### About this exercise
Transcription task. Write out each entry verbatim and exclude any image.

### Provided records
::::
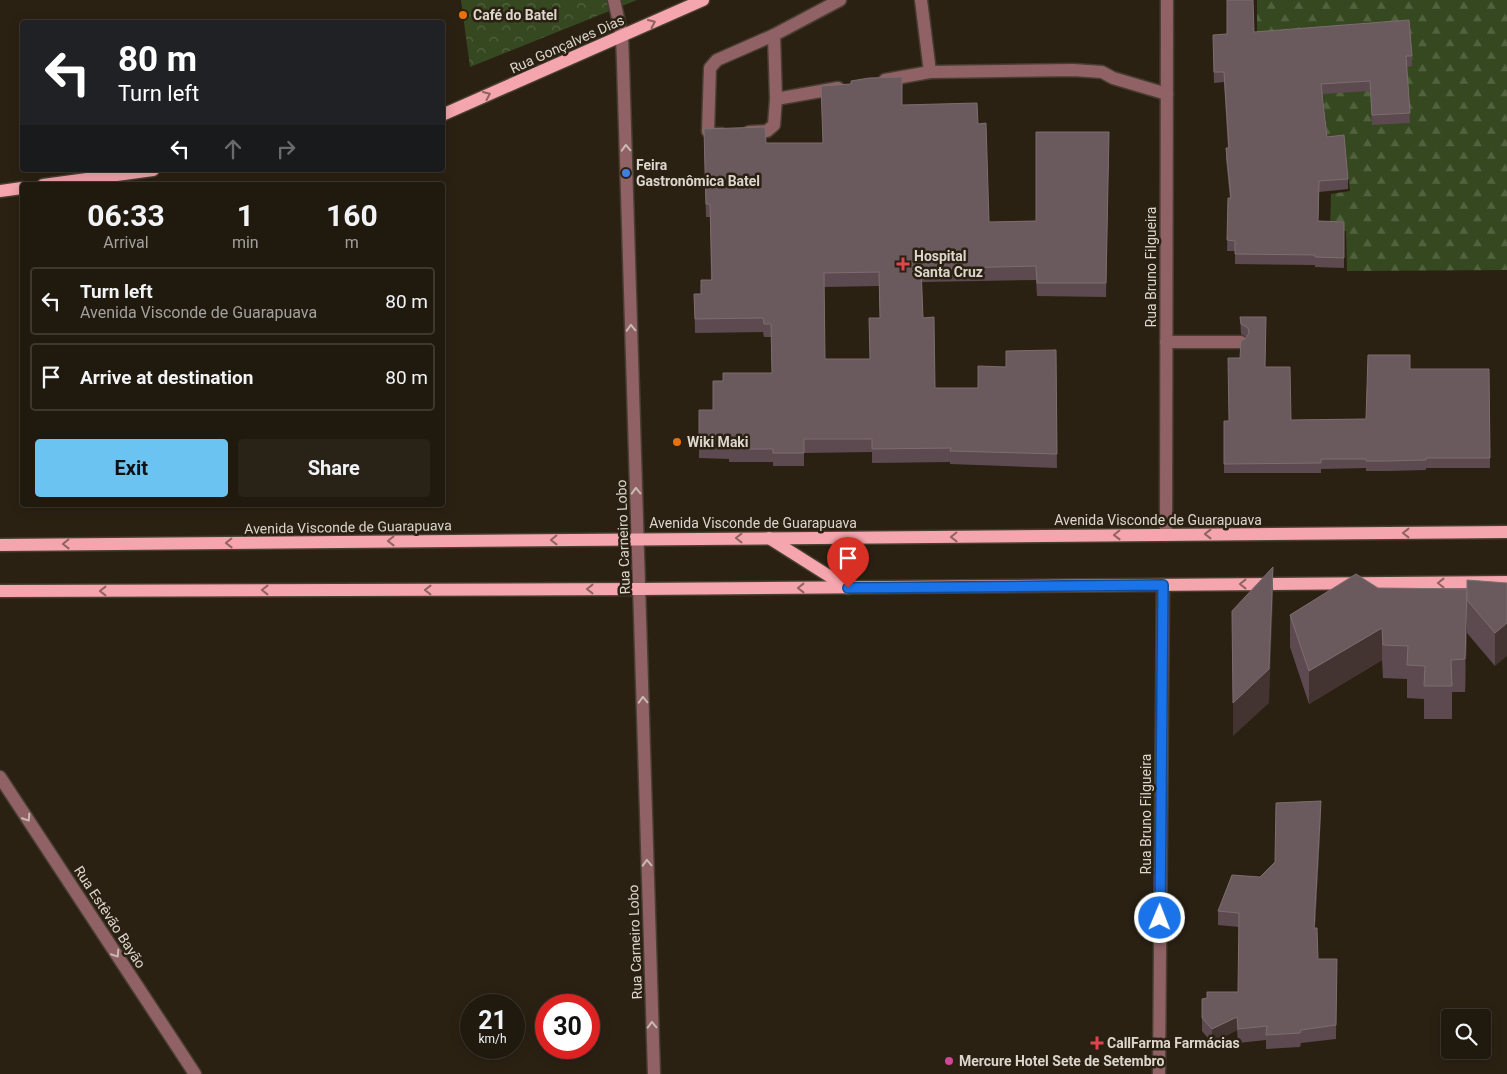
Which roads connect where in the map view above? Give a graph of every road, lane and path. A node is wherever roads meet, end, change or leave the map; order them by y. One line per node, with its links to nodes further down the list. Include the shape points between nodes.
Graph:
1 (614, 0): 7 (street, Rua Carneiro Lobo)
2 (703, 0): 7 (main road, Rua Gonçalves Dias, one-way to 2)
3 (840, 0): 6 (street)
4 (921, 0): 8 (street)
5 (1167, 0): 11 (street, Rua Bruno Filgueira)
6 (774, 35): 12 (street); 12 (street, via 716,60 710,68 708,131 714,134 767,131 774,124)
7 (622, 36): 13 (main road, Rua Gonçalves Dias, one-way to 7); 23 (street, Rua Carneiro Lobo, one-way to 7)
8 (930, 72): 9 (street); 11 (street, via 1102,72)
9 (872, 82)
10 (853, 85): 12 (street)
11 (1167, 94): 18 (street, Rua Bruno Filgueira)
12 (776, 99)
13 (445, 114)
14 (138, 172): 15 (main road)
15 (64, 182)
16 (20, 188): 17 (main road)
17 (0, 191)
18 (1166, 342): 19 (street); 21 (street, Rua Bruno Filgueira)
19 (1241, 342)
20 (1507, 532): 21 (main road, Avenida Visconde de Guarapuava, one-way to 21)
21 (1166, 535): 22 (main road, Avenida Visconde de Guarapuava, one-way to 22)
22 (769, 538): 23 (main road, Avenida Visconde de Guarapuava, one-way to 23); 27 (main road)
23 (637, 539): 24 (main road, Avenida Visconde de Guarapuava, one-way to 24); 28 (street, Rua Carneiro Lobo)
24 (0, 545)
25 (1507, 582): 26 (main road, one-way to 26)
26 (1163, 585): 27 (main road); 33 (street, Rua Bruno Filgueira)
27 (848, 588): 28 (main road, one-way to 28)
28 (639, 589): 29 (main road, one-way to 29); 32 (street, Rua Carneiro Lobo, one-way to 28)
29 (0, 591)
30 (0, 777): 31 (street, Rua Estêvão Bayão, one-way to 31)
31 (195, 1074)
32 (654, 1074)
33 (1159, 1074)

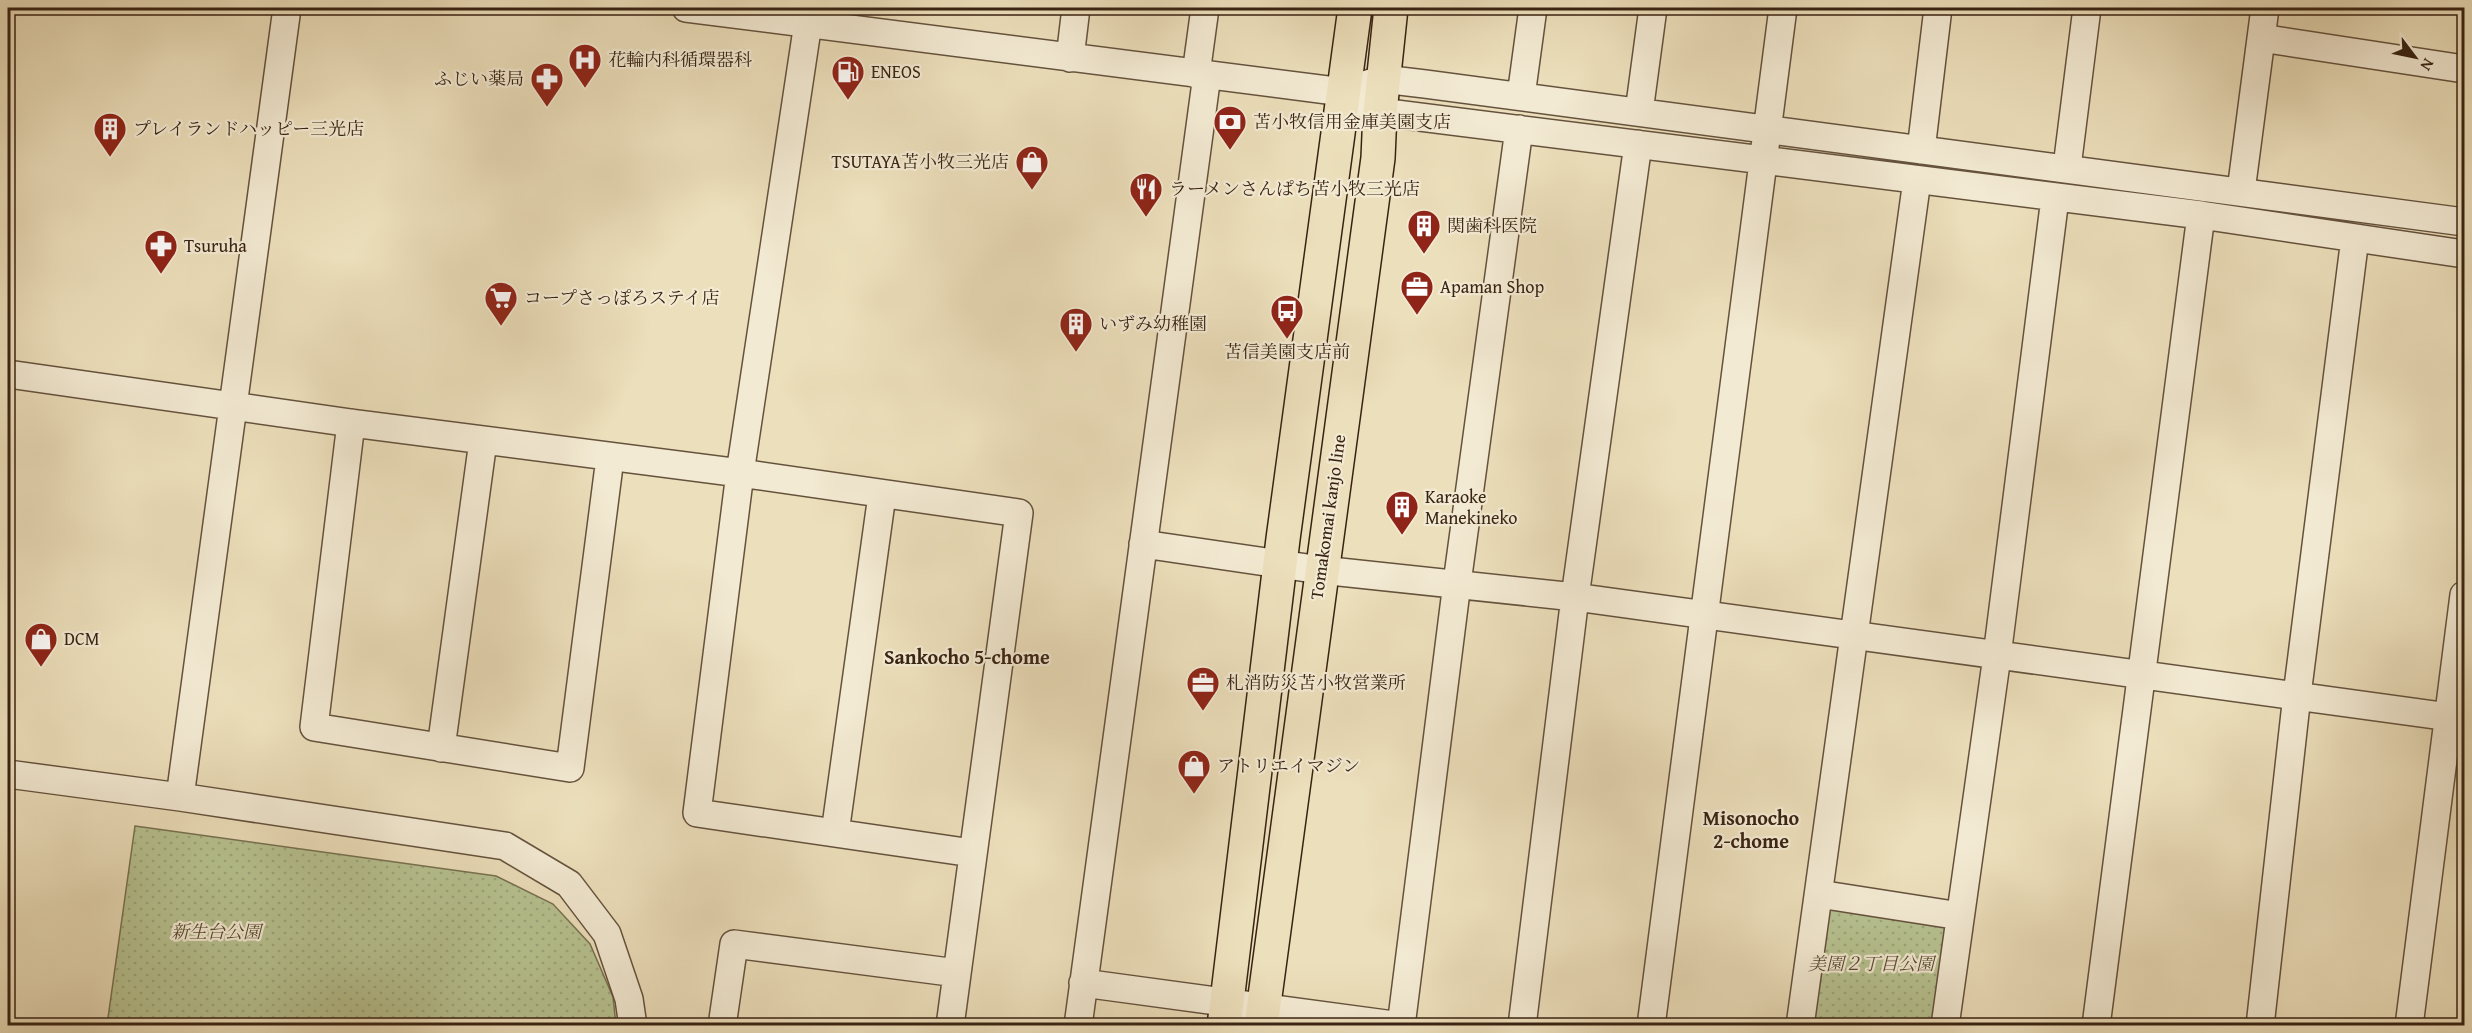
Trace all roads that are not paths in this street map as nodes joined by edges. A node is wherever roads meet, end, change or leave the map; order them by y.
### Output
1 (287, 8) edge
2 (686, 8) edge
3 (1076, 8) edge
4 (1205, 8) edge
5 (1355, 8) edge
6 (1391, 8) edge
7 (1533, 8) edge
8 (1653, 8) edge
9 (1783, 8) edge
10 (1938, 8) edge
11 (2087, 8) edge
12 (2265, 8) edge
13 (808, 23) junction
14 (2261, 38) junction
15 (1070, 58) junction
16 (2464, 69) edge
17 (1202, 74) junction
18 (1383, 79) junction
19 (1342, 92) junction
20 (1521, 96) junction
21 (1380, 112) junction
22 (1639, 112) junction
23 (1767, 128) junction
24 (1519, 129) junction
25 (1638, 144) junction
26 (1921, 150) junction
27 (1763, 160) junction
28 (2067, 167) junction
29 (1917, 180) junction
30 (2241, 191) junction
31 (2055, 198) junction
32 (2201, 215) junction
33 (2464, 222) edge
34 (2355, 238) junction
35 (2464, 254) edge
36 (8, 374) edge
37 (235, 406) junction
38 (351, 423) junction
39 (483, 441) junction
40 (610, 458) junction
41 (740, 473) junction
42 (882, 495) junction
43 (1143, 544) junction
44 (1280, 565) junction
45 (1322, 570) junction
46 (1457, 583) junction
47 (2464, 595) edge
48 (1575, 597) junction
49 (1703, 615) junction
50 (1854, 635) junction
51 (1997, 656) junction
52 (2142, 674) junction
53 (2297, 694) junction
54 (2456, 718) edge
55 (441, 748) junction
56 (8, 774) edge
57 (180, 797) junction
58 (835, 833) junction
59 (972, 853) junction
60 (1819, 894) junction
61 (1960, 916) junction
62 (957, 973) junction
63 (1083, 983) junction
64 (1225, 1014) edge
65 (1263, 1016) edge
66 (633, 1026) edge
67 (722, 1026) edge
68 (950, 1026) edge
69 (1078, 1026) edge
70 (1401, 1026) edge
71 (1522, 1026) edge
72 (1651, 1026) edge
73 (1800, 1026) edge
74 (1945, 1026) edge
75 (2096, 1026) edge
76 (2260, 1026) edge
77 (2409, 1026) edge

1 - 37 street
2 - 13 street
3 - 15 street
4 - 17 street
5 - 19 main road
6 - 18 main road, Tomakomai kanjo line
7 - 20 street
8 - 22 street
9 - 23 street
10 - 26 street
11 - 28 street
12 - 14 street
13 - 15 street
13 - 41 street
14 - 16 street
14 - 30 street
15 - 17 street
17 - 19 street
17 - 43 street
18 - 19 street
18 - 20 street
18 - 21 main road, Tomakomai kanjo line
19 - 21 street
19 - 44 main road
20 - 22 street
21 - 24 street
21 - 45 main road, Tomakomai kanjo line
22 - 23 street
23 - 26 street
23 - 27 street
24 - 25 street
24 - 46 street
25 - 27 street
25 - 48 street
26 - 28 street
27 - 29 street
27 - 49 street
28 - 30 street
29 - 31 street
29 - 50 street
30 - 33 street
31 - 32 street
31 - 51 street
32 - 34 street
32 - 52 street
34 - 35 street
34 - 53 street
36 - 37 street
37 - 38 street
37 - 57 street
38 - 39 street
38 - 55 street
39 - 40 street
39 - 55 street
40 - 41 street
40 - 55 street
41 - 42 street
41 - 58 street
42 - 58 street
42 - 59 street
43 - 44 street
43 - 63 street
44 - 45 street
44 - 64 main road
45 - 46 street
45 - 65 main road, Tomakomai kanjo line
46 - 48 street
46 - 70 street
47 - 54 street
48 - 49 street
48 - 71 street
49 - 50 street
49 - 72 street
50 - 51 street
50 - 60 street
51 - 52 street
51 - 61 street
52 - 53 street
52 - 75 street
53 - 54 street
53 - 76 street
54 - 77 street
56 - 57 street
57 - 66 street
58 - 59 street
59 - 62 street
60 - 61 street
60 - 73 street
61 - 74 street
62 - 67 street
62 - 68 street
63 - 64 street
63 - 69 street
64 - 65 street
65 - 70 street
::::
### Solution
Which roads connect where in the map view above? Give a graph of every road, lane and path. A node is wherever roads meet, end, change or leave the map; order them by y. One line per node, with its links to nodes further down the list. Include the shape points between nodes.
Graph:
1 (614, 0): 7 (street, Rua Carneiro Lobo)
2 (703, 0): 7 (main road, Rua Gonçalves Dias, one-way to 2)
3 (840, 0): 6 (street)
4 (921, 0): 8 (street)
5 (1167, 0): 11 (street, Rua Bruno Filgueira)
6 (774, 35): 12 (street); 12 (street, via 716,60 710,68 708,131 714,134 767,131 774,124)
7 (622, 36): 13 (main road, Rua Gonçalves Dias, one-way to 7); 23 (street, Rua Carneiro Lobo, one-way to 7)
8 (930, 72): 9 (street); 11 (street, via 1102,72)
9 (872, 82)
10 (853, 85): 12 (street)
11 (1167, 94): 18 (street, Rua Bruno Filgueira)
12 (776, 99)
13 (445, 114)
14 (138, 172): 15 (main road)
15 (64, 182)
16 (20, 188): 17 (main road)
17 (0, 191)
18 (1166, 342): 19 (street); 21 (street, Rua Bruno Filgueira)
19 (1241, 342)
20 (1507, 532): 21 (main road, Avenida Visconde de Guarapuava, one-way to 21)
21 (1166, 535): 22 (main road, Avenida Visconde de Guarapuava, one-way to 22)
22 (769, 538): 23 (main road, Avenida Visconde de Guarapuava, one-way to 23); 27 (main road)
23 (637, 539): 24 (main road, Avenida Visconde de Guarapuava, one-way to 24); 28 (street, Rua Carneiro Lobo)
24 (0, 545)
25 (1507, 582): 26 (main road, one-way to 26)
26 (1163, 585): 27 (main road); 33 (street, Rua Bruno Filgueira)
27 (848, 588): 28 (main road, one-way to 28)
28 (639, 589): 29 (main road, one-way to 29); 32 (street, Rua Carneiro Lobo, one-way to 28)
29 (0, 591)
30 (0, 777): 31 (street, Rua Estêvão Bayão, one-way to 31)
31 (195, 1074)
32 (654, 1074)
33 (1159, 1074)

Trace all roads that are not paths in this street map as nodes joined by edges. A node is wherever roads meet, end, change or leave the map; order them by y.
### Output
1 (287, 8) edge
2 (686, 8) edge
3 (1076, 8) edge
4 (1205, 8) edge
5 (1355, 8) edge
6 (1391, 8) edge
7 (1533, 8) edge
8 (1653, 8) edge
9 (1783, 8) edge
10 (1938, 8) edge
11 (2087, 8) edge
12 (2265, 8) edge
13 (808, 23) junction
14 (2261, 38) junction
15 (1070, 58) junction
16 (2464, 69) edge
17 (1202, 74) junction
18 (1383, 79) junction
19 (1342, 92) junction
20 (1521, 96) junction
21 (1380, 112) junction
22 (1639, 112) junction
23 (1767, 128) junction
24 (1519, 129) junction
25 (1638, 144) junction
26 (1921, 150) junction
27 (1763, 160) junction
28 (2067, 167) junction
29 (1917, 180) junction
30 (2241, 191) junction
31 (2055, 198) junction
32 (2201, 215) junction
33 (2464, 222) edge
34 (2355, 238) junction
35 (2464, 254) edge
36 (8, 374) edge
37 (235, 406) junction
38 (351, 423) junction
39 (483, 441) junction
40 (610, 458) junction
41 (740, 473) junction
42 (882, 495) junction
43 (1143, 544) junction
44 (1280, 565) junction
45 (1322, 570) junction
46 (1457, 583) junction
47 (2464, 595) edge
48 (1575, 597) junction
49 (1703, 615) junction
50 (1854, 635) junction
51 (1997, 656) junction
52 (2142, 674) junction
53 (2297, 694) junction
54 (2456, 718) edge
55 (441, 748) junction
56 (8, 774) edge
57 (180, 797) junction
58 (835, 833) junction
59 (972, 853) junction
60 (1819, 894) junction
61 (1960, 916) junction
62 (957, 973) junction
63 (1083, 983) junction
64 (1225, 1014) edge
65 (1263, 1016) edge
66 (633, 1026) edge
67 (722, 1026) edge
68 (950, 1026) edge
69 (1078, 1026) edge
70 (1401, 1026) edge
71 (1522, 1026) edge
72 (1651, 1026) edge
73 (1800, 1026) edge
74 (1945, 1026) edge
75 (2096, 1026) edge
76 (2260, 1026) edge
77 (2409, 1026) edge

1 - 37 street
2 - 13 street
3 - 15 street
4 - 17 street
5 - 19 main road
6 - 18 main road, Tomakomai kanjo line
7 - 20 street
8 - 22 street
9 - 23 street
10 - 26 street
11 - 28 street
12 - 14 street
13 - 15 street
13 - 41 street
14 - 16 street
14 - 30 street
15 - 17 street
17 - 19 street
17 - 43 street
18 - 19 street
18 - 20 street
18 - 21 main road, Tomakomai kanjo line
19 - 21 street
19 - 44 main road
20 - 22 street
21 - 24 street
21 - 45 main road, Tomakomai kanjo line
22 - 23 street
23 - 26 street
23 - 27 street
24 - 25 street
24 - 46 street
25 - 27 street
25 - 48 street
26 - 28 street
27 - 29 street
27 - 49 street
28 - 30 street
29 - 31 street
29 - 50 street
30 - 33 street
31 - 32 street
31 - 51 street
32 - 34 street
32 - 52 street
34 - 35 street
34 - 53 street
36 - 37 street
37 - 38 street
37 - 57 street
38 - 39 street
38 - 55 street
39 - 40 street
39 - 55 street
40 - 41 street
40 - 55 street
41 - 42 street
41 - 58 street
42 - 58 street
42 - 59 street
43 - 44 street
43 - 63 street
44 - 45 street
44 - 64 main road
45 - 46 street
45 - 65 main road, Tomakomai kanjo line
46 - 48 street
46 - 70 street
47 - 54 street
48 - 49 street
48 - 71 street
49 - 50 street
49 - 72 street
50 - 51 street
50 - 60 street
51 - 52 street
51 - 61 street
52 - 53 street
52 - 75 street
53 - 54 street
53 - 76 street
54 - 77 street
56 - 57 street
57 - 66 street
58 - 59 street
59 - 62 street
60 - 61 street
60 - 73 street
61 - 74 street
62 - 67 street
62 - 68 street
63 - 64 street
63 - 69 street
64 - 65 street
65 - 70 street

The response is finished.